### Task input

+++++

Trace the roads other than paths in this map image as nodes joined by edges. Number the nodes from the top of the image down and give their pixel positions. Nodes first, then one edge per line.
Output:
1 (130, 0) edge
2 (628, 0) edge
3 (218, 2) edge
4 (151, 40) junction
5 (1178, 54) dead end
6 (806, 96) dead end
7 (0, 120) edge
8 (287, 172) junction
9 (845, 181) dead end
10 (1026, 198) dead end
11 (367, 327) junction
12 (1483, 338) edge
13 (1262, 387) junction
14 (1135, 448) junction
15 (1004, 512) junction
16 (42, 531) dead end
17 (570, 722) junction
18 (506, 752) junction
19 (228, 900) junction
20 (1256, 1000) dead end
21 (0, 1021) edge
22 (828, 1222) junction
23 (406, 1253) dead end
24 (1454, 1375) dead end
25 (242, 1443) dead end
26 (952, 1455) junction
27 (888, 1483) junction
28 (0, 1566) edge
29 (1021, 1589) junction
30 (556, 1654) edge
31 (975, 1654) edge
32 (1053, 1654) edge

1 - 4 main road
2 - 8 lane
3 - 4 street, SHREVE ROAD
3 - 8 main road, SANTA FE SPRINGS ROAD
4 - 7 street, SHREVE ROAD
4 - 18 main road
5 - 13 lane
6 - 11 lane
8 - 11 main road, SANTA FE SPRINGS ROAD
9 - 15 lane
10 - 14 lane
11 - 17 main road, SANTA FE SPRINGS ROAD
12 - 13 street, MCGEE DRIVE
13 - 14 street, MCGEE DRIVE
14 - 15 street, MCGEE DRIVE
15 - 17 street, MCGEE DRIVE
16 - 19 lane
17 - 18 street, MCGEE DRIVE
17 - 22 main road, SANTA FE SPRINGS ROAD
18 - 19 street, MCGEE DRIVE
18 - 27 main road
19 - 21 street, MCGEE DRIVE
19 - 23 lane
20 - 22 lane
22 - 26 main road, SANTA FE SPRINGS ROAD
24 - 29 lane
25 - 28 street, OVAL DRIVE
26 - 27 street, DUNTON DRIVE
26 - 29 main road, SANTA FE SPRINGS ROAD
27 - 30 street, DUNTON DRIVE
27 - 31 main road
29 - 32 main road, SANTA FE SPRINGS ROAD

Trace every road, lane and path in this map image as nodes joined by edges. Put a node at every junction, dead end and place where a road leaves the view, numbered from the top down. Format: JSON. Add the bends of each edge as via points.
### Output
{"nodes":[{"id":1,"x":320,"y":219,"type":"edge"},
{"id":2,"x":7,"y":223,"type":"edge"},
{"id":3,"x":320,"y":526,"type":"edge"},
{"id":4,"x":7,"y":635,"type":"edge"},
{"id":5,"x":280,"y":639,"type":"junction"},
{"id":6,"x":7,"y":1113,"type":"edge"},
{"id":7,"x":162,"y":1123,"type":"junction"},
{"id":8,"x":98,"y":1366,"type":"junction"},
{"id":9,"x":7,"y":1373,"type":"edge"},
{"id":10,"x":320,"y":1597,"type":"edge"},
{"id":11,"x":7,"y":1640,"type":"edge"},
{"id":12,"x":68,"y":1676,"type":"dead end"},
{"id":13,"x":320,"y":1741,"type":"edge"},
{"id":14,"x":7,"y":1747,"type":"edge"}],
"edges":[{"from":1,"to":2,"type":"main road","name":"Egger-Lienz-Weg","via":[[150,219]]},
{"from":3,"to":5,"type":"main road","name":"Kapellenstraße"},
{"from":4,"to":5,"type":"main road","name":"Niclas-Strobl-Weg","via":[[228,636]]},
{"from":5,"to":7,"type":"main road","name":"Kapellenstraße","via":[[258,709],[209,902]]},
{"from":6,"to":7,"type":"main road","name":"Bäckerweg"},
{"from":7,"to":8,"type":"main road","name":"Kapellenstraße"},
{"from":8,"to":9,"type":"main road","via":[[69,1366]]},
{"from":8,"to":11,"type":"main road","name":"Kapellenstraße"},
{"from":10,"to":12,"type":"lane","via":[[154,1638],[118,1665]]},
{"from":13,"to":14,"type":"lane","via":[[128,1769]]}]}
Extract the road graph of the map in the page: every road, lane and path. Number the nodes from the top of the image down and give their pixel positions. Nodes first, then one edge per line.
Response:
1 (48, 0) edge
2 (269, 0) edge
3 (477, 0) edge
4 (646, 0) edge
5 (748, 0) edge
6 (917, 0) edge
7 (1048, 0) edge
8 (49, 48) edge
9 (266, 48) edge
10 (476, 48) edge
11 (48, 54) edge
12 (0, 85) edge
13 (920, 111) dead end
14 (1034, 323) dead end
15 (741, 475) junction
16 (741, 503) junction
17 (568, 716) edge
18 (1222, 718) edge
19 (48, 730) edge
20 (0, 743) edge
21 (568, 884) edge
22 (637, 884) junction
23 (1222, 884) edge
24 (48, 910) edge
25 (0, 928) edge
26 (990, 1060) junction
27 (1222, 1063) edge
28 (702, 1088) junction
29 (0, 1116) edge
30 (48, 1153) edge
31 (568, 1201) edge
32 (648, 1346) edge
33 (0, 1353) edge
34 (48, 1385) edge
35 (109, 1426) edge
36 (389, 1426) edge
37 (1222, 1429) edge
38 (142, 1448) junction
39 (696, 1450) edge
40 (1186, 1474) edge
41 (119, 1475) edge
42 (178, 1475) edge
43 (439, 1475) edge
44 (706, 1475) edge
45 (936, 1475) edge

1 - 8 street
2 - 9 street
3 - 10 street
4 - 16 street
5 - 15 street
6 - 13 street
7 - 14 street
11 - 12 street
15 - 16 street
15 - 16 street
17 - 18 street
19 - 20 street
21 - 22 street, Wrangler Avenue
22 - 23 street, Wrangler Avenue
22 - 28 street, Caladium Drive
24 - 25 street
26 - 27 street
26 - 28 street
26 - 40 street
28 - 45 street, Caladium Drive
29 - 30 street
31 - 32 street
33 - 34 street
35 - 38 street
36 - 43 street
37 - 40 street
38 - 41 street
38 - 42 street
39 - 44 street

+++++

### Your instructions
Go through the listing above and locate each line that holds the word "Caladium". Copy those lines.

### Task result
22 - 28 street, Caladium Drive
28 - 45 street, Caladium Drive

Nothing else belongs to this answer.